1. The shingles were at the bottom of the pallet and or there was another pallet on top of it for some time before and or after it arrived at the Lumb yd. Compressed shingles

2. The shingles got very hot sitting out in the sun before the bundle was busted. Melted grease tabs

Compressed bundles, I don't ever recall finding a solution for it, the Co I worked for when learning the trade would send them back to the lumb yd or warehouse. You don't get paid for damaged shingles and the Lumb yd/warehouse wouldn't take them back once they were torn.

I always hated roofing during the summer, more often than not shingles got super soft from being in the sun before during and after placement that they received damage from kneeling and walking over them and too often the grease tabs would melt and seal minutes after install. When fresh bundles were sticking we used to hose them down before opening, when cooled pull a back breaker move on the bundle by dropping it onto a raised knee.

To protect them from roofing damage we hosed the completed areas to stiffen them up.
No, I didn't mean the shingles were sticking together in the bundle.
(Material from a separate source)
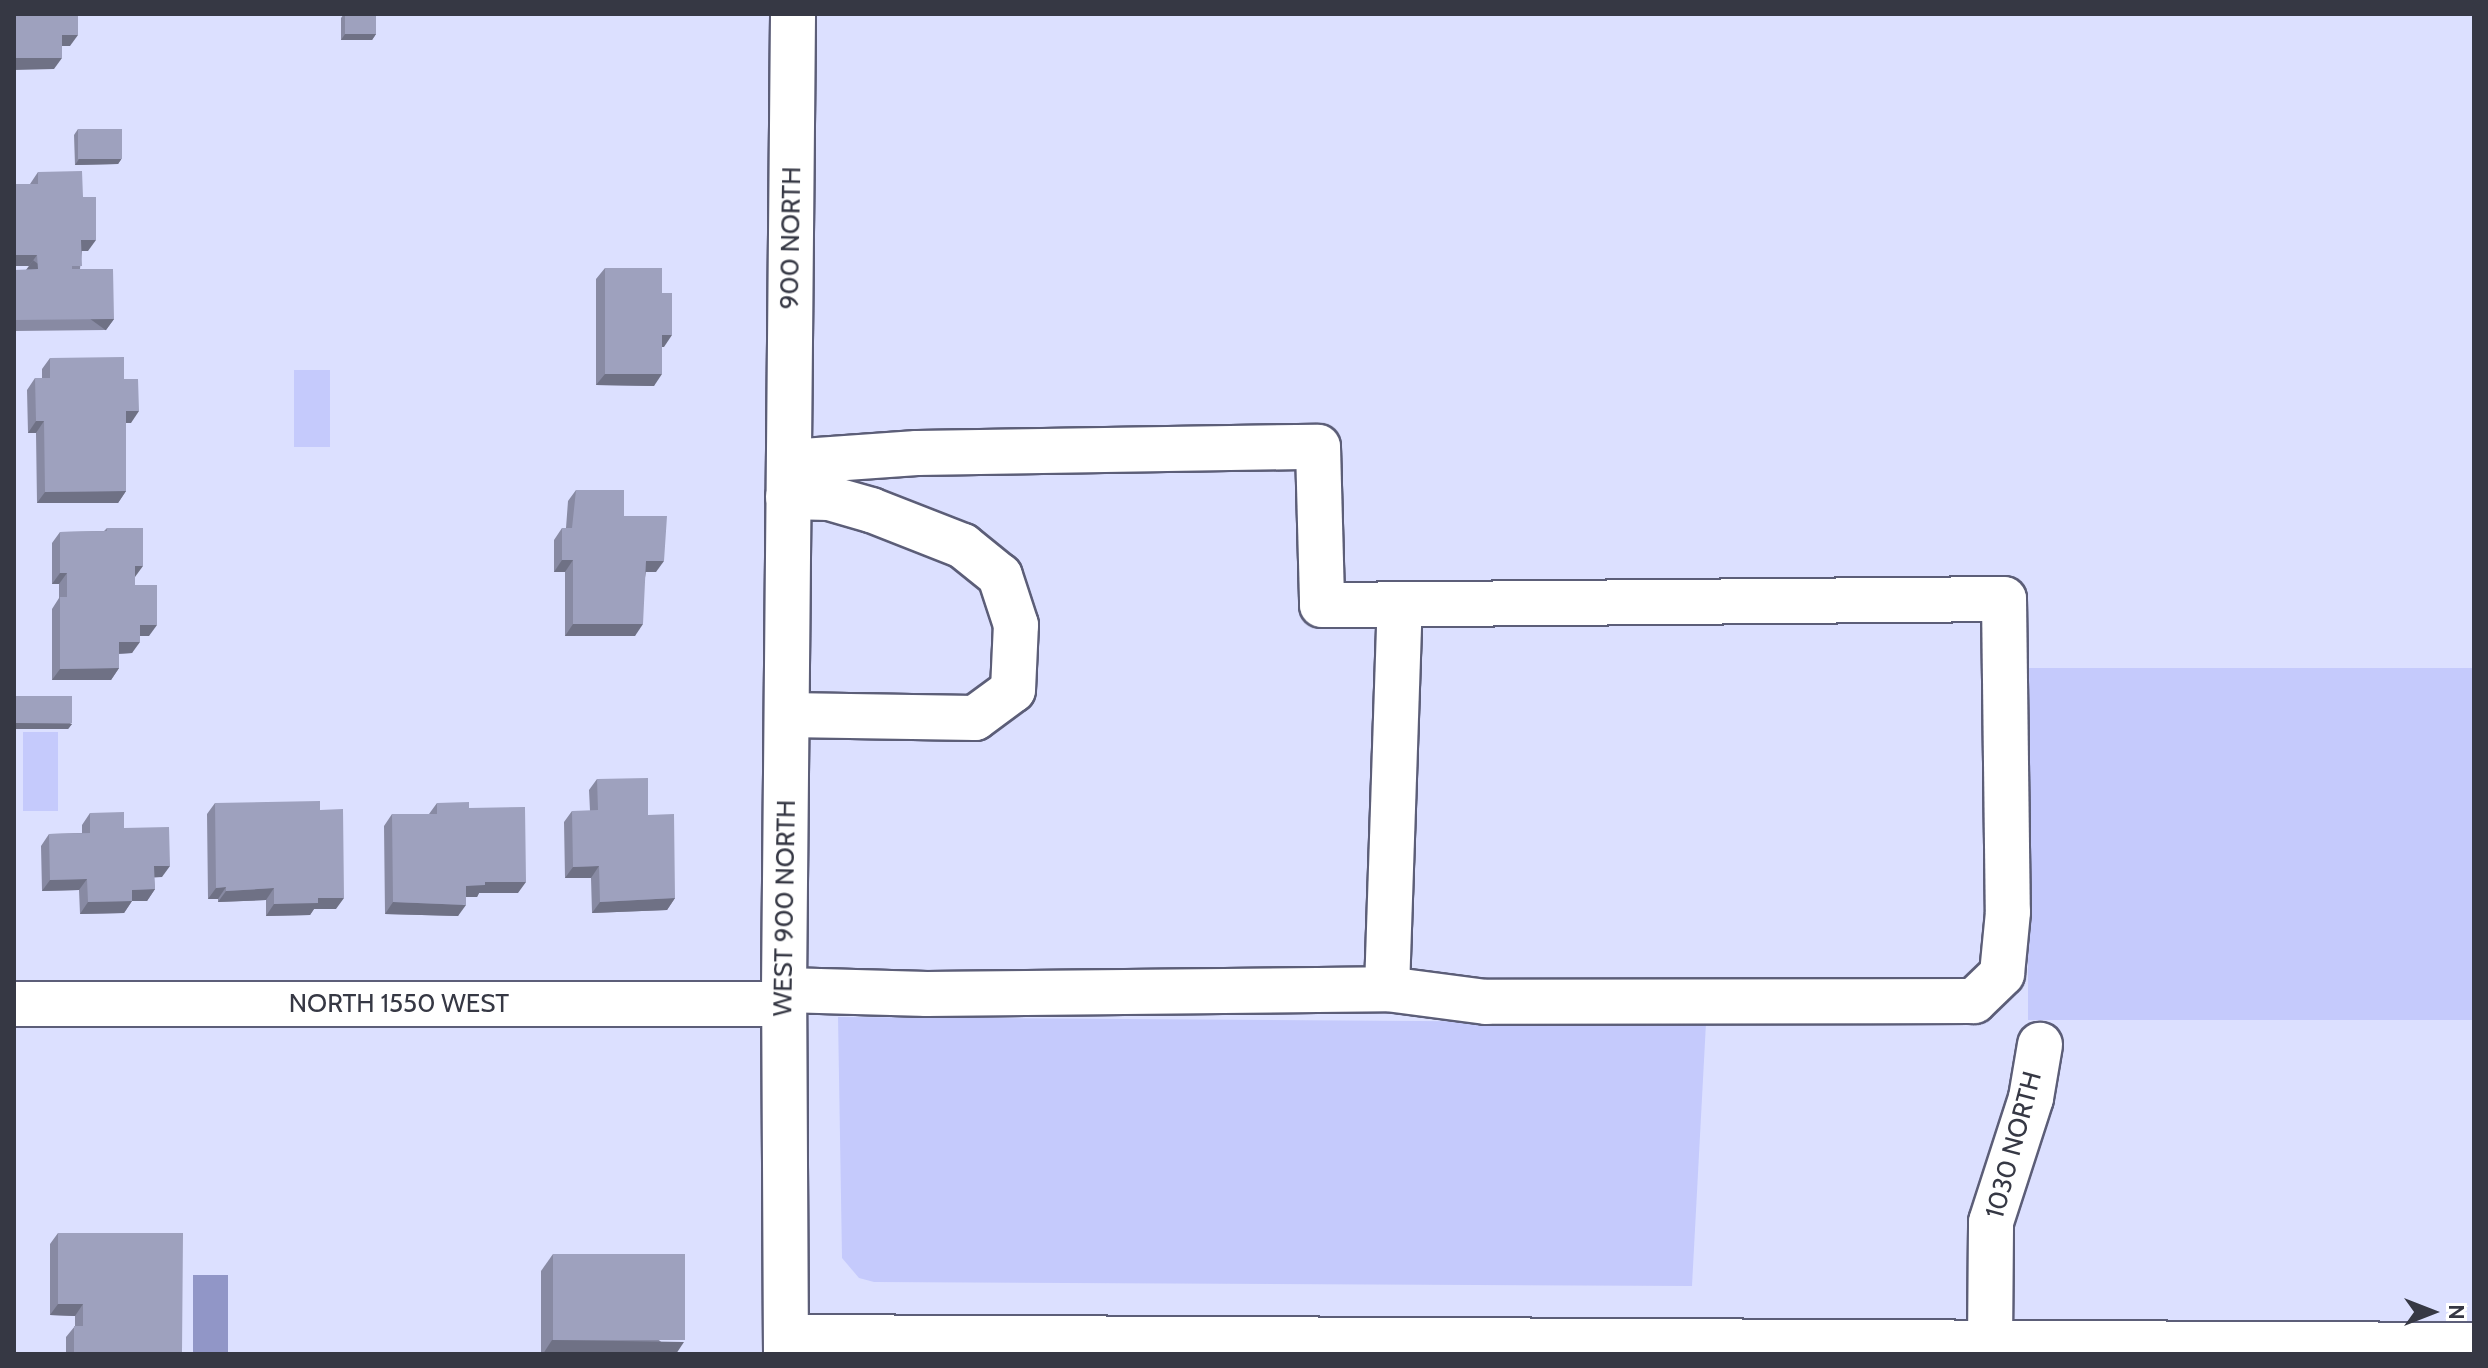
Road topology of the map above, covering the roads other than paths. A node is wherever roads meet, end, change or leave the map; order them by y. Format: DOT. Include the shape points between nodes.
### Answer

On the customers house the roofer didn't nail them in the right place and the bottom half fell off and after falling two stories were unusable again. What I was doing was taking the new shingles apart to use the bottom half for replacements. There was roughly a dozen shingles the bottom half fell off and all I was doing was patch work. The part of the roof the shingles were coming off was on a near vertical part similar to this picture. The day I did the work it was near 100 degrees and I had to put a furniture blanket between me and the roof working from a ladder. The part of the roof the shingles are showing fiberglass was on the upper more level part of the roof.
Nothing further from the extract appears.